I have noticed though that high value treats, most specifically pigs ears, will cause her to growl if she is approached. Both of our other dogs are put away when they have these sort of treats and we don't have young children to harass her.

My normal reaction would be to ignore the growling (ie- not scold her for it) and work on eventually swapping for a higher value treat. However we seem to be at the high end of the treat scale and I can't see what I could swop the ear for.

Given that nothing else causes any problems would it be realistic to just learn to live with this behaviour, on the understanding that it doesn't progress? As I said above these treats are always fed separately anyway and only on on occasional (probably monthly) basis so not much opportunity for training. We still have a cage in the sitting room so it would be easy for me to shut her in there to be absolutely safe. OTOH I don't want to ignore a problem if it's something I really should be dealing with.

OP posts:
muttynutty · 06/10/2014 18:05

Its only a problem if you make it one. If you don't want her to guard high value treats either don't give them to her or leave her in peace until she has eaten them.

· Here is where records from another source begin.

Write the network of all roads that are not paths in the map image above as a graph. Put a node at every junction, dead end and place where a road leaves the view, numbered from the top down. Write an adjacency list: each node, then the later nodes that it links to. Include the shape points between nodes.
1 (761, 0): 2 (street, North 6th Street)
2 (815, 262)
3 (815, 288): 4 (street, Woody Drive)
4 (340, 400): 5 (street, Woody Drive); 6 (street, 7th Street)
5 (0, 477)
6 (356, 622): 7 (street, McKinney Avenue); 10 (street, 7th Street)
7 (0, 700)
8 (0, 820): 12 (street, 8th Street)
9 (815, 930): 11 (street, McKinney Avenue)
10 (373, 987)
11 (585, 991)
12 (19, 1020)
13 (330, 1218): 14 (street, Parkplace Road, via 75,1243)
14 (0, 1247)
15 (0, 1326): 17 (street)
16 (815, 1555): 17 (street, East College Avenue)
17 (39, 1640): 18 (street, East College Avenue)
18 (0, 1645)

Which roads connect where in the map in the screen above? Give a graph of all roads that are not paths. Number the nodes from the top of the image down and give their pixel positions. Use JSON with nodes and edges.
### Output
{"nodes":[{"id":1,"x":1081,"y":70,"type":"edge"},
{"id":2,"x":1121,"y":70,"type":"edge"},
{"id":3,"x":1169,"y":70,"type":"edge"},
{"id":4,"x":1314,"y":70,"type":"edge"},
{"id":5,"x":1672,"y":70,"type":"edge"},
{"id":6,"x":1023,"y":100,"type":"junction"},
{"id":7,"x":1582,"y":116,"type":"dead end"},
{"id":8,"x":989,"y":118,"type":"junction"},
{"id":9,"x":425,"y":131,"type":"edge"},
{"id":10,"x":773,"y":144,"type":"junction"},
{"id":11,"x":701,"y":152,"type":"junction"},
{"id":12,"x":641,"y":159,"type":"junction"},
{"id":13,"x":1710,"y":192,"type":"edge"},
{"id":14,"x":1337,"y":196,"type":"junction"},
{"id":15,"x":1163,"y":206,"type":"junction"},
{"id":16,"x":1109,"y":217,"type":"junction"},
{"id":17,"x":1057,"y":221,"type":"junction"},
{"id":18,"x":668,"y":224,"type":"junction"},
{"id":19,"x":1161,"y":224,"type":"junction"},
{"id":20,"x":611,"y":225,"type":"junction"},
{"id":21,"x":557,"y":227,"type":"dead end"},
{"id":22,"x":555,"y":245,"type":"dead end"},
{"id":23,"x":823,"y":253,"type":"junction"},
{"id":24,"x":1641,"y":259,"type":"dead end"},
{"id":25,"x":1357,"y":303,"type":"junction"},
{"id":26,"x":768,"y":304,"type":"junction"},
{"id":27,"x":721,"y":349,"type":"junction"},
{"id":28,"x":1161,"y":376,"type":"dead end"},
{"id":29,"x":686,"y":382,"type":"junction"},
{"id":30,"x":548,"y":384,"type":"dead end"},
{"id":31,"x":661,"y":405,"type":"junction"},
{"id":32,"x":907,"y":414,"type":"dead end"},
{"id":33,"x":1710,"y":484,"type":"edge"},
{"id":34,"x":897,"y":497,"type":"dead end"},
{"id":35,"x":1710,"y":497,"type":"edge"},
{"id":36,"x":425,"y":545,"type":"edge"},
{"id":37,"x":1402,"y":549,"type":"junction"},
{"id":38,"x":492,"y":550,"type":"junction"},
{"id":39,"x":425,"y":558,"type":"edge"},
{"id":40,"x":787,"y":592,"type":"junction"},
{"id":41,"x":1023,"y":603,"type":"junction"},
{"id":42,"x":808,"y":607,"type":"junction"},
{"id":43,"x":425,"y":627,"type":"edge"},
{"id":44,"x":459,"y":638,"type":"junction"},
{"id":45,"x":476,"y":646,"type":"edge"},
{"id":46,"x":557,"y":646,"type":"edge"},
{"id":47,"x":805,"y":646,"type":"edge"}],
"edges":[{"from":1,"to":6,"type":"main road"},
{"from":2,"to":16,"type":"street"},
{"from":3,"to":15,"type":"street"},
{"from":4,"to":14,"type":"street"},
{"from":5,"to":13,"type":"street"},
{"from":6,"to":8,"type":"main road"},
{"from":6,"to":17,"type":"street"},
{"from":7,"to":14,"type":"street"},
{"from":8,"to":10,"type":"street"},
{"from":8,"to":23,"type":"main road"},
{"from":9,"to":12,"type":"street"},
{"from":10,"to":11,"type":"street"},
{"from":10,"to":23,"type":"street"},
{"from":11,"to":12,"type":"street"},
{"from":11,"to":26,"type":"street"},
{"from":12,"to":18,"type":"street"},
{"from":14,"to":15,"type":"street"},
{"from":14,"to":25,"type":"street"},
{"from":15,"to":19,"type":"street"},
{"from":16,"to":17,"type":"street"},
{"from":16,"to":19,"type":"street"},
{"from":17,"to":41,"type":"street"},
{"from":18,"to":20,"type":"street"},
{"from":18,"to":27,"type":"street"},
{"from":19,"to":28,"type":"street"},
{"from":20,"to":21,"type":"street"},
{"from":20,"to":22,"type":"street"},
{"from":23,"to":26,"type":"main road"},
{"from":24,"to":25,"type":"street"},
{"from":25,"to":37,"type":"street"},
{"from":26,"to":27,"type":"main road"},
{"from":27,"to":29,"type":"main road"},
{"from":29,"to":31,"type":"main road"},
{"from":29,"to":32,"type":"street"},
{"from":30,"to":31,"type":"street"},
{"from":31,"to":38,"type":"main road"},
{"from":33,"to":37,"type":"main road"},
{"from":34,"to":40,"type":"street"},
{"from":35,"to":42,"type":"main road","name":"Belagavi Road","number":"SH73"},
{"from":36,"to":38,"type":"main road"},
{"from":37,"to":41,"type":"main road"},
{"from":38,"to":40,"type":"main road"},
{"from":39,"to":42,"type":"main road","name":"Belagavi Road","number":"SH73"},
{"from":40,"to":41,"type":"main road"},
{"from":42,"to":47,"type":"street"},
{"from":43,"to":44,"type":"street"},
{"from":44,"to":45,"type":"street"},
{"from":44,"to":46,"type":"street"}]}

TheFantasticMrsFox · 06/10/2014 19:03

That's what I thought nutty That sort of treat is never left lying about unsupervised so the chances of her having anything like that without one of us being able to control the situation is negligible.
She growled at me because I walked past her (well stepped over her to be precise) rather than actually physically badgering her. In future I will just make sure she is in the cage :)

OP posts:
Twooter · 08/10/2014 13:46

All my dogs have done this with bones, but been fine with everything else. I would advise just not giving them to her.